Records shown: Begin

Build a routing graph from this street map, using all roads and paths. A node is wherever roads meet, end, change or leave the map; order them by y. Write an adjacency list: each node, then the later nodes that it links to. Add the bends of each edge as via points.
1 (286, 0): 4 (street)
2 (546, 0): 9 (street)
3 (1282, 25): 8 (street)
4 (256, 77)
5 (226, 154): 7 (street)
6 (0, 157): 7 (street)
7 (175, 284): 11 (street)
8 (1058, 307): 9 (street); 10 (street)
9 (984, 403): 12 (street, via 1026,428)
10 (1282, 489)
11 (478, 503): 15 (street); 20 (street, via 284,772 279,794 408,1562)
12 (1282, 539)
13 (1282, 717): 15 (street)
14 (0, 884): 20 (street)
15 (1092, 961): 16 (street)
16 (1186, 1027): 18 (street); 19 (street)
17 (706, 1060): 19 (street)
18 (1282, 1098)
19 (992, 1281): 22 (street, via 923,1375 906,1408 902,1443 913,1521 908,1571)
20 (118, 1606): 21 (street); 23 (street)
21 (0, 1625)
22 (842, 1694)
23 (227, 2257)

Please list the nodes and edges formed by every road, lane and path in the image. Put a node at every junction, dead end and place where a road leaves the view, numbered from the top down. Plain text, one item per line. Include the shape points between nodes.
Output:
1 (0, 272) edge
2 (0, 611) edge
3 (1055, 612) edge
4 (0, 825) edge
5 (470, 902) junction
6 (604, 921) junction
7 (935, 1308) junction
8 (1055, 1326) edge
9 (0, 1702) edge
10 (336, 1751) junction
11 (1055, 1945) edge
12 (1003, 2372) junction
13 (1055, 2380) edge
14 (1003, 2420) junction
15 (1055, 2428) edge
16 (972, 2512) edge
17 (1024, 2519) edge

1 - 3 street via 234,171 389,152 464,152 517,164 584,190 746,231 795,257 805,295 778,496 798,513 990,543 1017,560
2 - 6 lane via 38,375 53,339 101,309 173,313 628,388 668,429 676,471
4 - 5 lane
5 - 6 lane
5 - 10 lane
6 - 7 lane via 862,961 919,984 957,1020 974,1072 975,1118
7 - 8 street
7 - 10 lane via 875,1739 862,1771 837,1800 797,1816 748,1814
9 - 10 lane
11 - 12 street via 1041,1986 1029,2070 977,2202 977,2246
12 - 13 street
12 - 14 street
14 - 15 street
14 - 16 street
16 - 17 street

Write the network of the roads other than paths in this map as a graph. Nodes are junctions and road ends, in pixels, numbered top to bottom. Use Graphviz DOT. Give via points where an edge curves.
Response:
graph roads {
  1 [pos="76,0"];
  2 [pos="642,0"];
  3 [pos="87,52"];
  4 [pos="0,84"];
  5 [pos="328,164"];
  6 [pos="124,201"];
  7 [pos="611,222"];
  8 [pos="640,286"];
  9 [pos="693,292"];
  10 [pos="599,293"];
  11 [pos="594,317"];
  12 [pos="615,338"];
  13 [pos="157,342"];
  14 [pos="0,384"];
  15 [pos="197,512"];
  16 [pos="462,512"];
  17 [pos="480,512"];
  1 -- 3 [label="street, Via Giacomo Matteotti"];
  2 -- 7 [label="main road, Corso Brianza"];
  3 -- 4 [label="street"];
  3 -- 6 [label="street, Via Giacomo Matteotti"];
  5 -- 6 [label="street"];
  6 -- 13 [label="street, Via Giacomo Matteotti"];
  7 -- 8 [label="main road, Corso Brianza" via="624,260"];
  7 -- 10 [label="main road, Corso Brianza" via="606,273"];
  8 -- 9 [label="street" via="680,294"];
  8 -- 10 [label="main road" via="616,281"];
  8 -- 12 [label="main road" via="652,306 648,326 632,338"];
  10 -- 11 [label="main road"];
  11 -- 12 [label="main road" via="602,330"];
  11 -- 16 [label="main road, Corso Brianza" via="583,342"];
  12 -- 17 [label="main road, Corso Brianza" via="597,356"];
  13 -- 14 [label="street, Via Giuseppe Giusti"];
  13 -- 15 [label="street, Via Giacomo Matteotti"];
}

Records shown: End

• _About this exercise_: Show the lines above that include "numbered".

• _Solved problem_:
Please list the nodes and edges formed by every road, lane and path in the image. Put a node at every junction, dead end and place where a road leaves the view, numbered from the top down. Plain text, one item per line. Include the shape points between nodes.
Write the network of the roads other than paths in this map as a graph. Nodes are junctions and road ends, in pixels, numbered top to bottom. Use Graphviz DOT. Give via points where an edge curves.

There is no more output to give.